Re prestige of work vs leisure, both can now attract prestige, but at one time more was associated with leisure because it was a luxury item the rich had more of. So I don’t know whether in this list ‘low vs high status’ should be added or not:

>The modern world thus has a big split, variously described as STEM vs humanities, quantitative vs qualitative, competition vs cooperation, profane vs sacred, and leisure vs work

Cf in C P Snow’s famous 1950s lecture/book The Two Cultures, he distinguishes science & humanities, and (though I haven’t read the book) AFAIK he made the point that science was then considered lower class and humanities upper class, no doubt as aristocrats of the time disdained practical matters since they didn’t need to work for a living. (Hence for example UK private schools teaching Latin and Greek, as many still do!)

Robin Hanson's avatar

That lecture is famous, but not very good.

Ben Finn's avatar

> The modern world thus has a big split, variously described as STEM vs humanities, quantitative vs qualitative, competition vs cooperation, profane vs sacred, and leisure vs work

Should read ‘work vs leisure’.

Robin Hanson's avatar

true; fixed

Xpym's avatar
Mar 1Edited

>If you don’t want descendant cultures to be as different from us today as we are from most random past culture, but instead want some precious parts of our present soul culture to last far into the future, then we will need to find a way to package such precious parts with an overall adaptive whole cultural package.

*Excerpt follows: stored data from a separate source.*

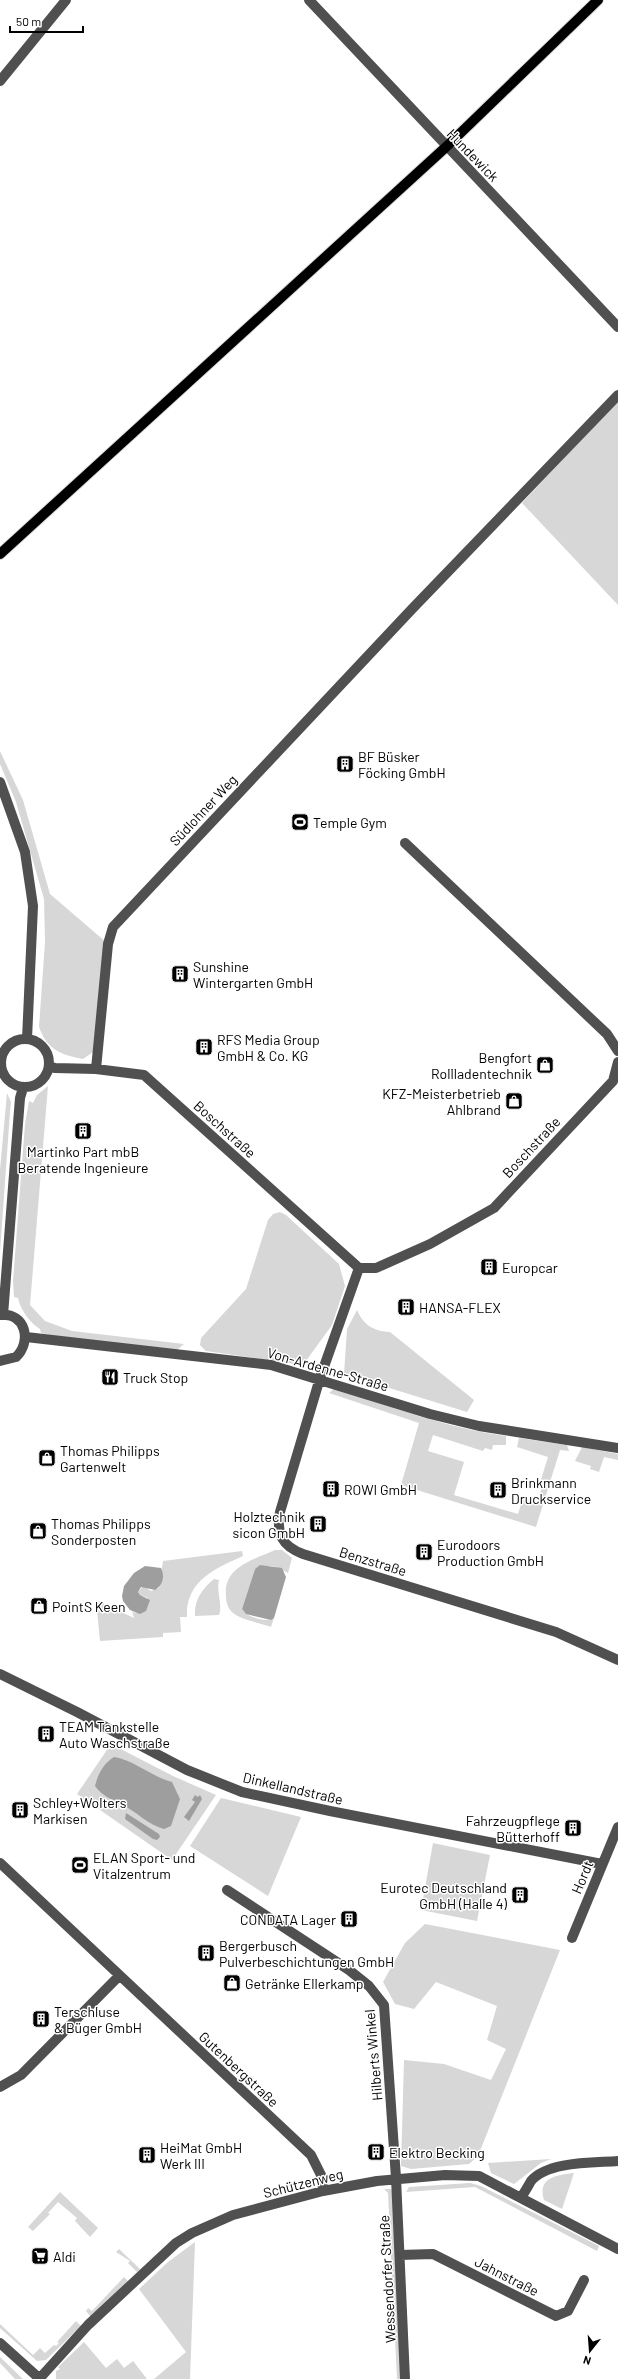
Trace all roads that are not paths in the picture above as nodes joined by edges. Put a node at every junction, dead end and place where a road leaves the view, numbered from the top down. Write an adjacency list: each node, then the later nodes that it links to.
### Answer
1 (66, 0): 4 (street)
2 (309, 0): 5 (street, Hundewick)
3 (598, 0): 5 (main road)
4 (0, 81)
5 (446, 146): 6 (street, Hundewick); 8 (main road)
6 (618, 327)
7 (618, 395): 16 (street, Südlohner Weg)
8 (0, 554)
9 (0, 782): 11 (street)
10 (405, 843): 12 (street)
11 (27, 1039): 14 (street); 15 (street)
12 (618, 1051)
13 (618, 1062): 18 (street, Boschstraße)
14 (0, 1063): 17 (street)
15 (49, 1066): 16 (street, Boschstraße); 17 (street)
16 (96, 1069): 18 (street, Boschstraße)
17 (23, 1088): 19 (street)
18 (359, 1268): 22 (street)
19 (2, 1315): 20 (street)
20 (26, 1337): 21 (street); 22 (street, Von-Ardenne-Straße)
21 (0, 1364)
22 (320, 1378): 23 (street, Von-Ardenne-Straße); 24 (street, Benzstraße)
23 (618, 1448)
24 (618, 1660)
25 (0, 1674): 28 (street, Dinkellandstraße)
26 (618, 1826): 28 (street, Hordt)
27 (0, 1863): 31 (street, Gutenbergstraße)
28 (602, 1864): 30 (street, Hordt)
29 (227, 1890): 34 (street, Hilberts Winkel)
30 (572, 1938)
31 (119, 1976): 32 (street); 35 (street, Gutenbergstraße)
32 (0, 2087)
33 (618, 2161): 36 (street)
34 (396, 2178): 35 (street, Schützenweg); 36 (street, Schützenweg); 38 (street, Wessendorfer Straße)
35 (323, 2191): 41 (street, Schützenweg)
36 (521, 2197): 37 (street, Schützenweg)
37 (618, 2249)
38 (400, 2255): 39 (street, Jahnstraße); 42 (street, Wessendorfer Straße)
39 (584, 2280)
40 (0, 2343): 41 (street)
41 (40, 2379)
42 (405, 2379)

Well, people still revere figures from millennia ago, so arguably some precious parts tend to persevere in adaptive packages by default. I'm still not really sure what is it that you wish to ensure preservation of in particular, and why you're certain that it isn't maladaptive in the first place.

Robin Hanson's avatar

Having historical records of people is far from preserving their culture.

Xpym's avatar
Mar 1Edited

We do still value Greek democratic and rationalist ideals, Jewish and Buddhist spiritual teachings, Chinese statecraft insights, etc. Sure, that's far from the complete packages of the originating cultures, but much of that was contingent on geography, tech levels, and other incidental circumstances. Likewise, I don't expect the contingent features of our culture to persist either, while some ideals just might stand the test of time.

davwundrbrrd's avatar

Interesting. Feels like a pretty well reasoned premise. I think people may be a bit too violently allergic to it until past a considerable degree of decline but it does make sense.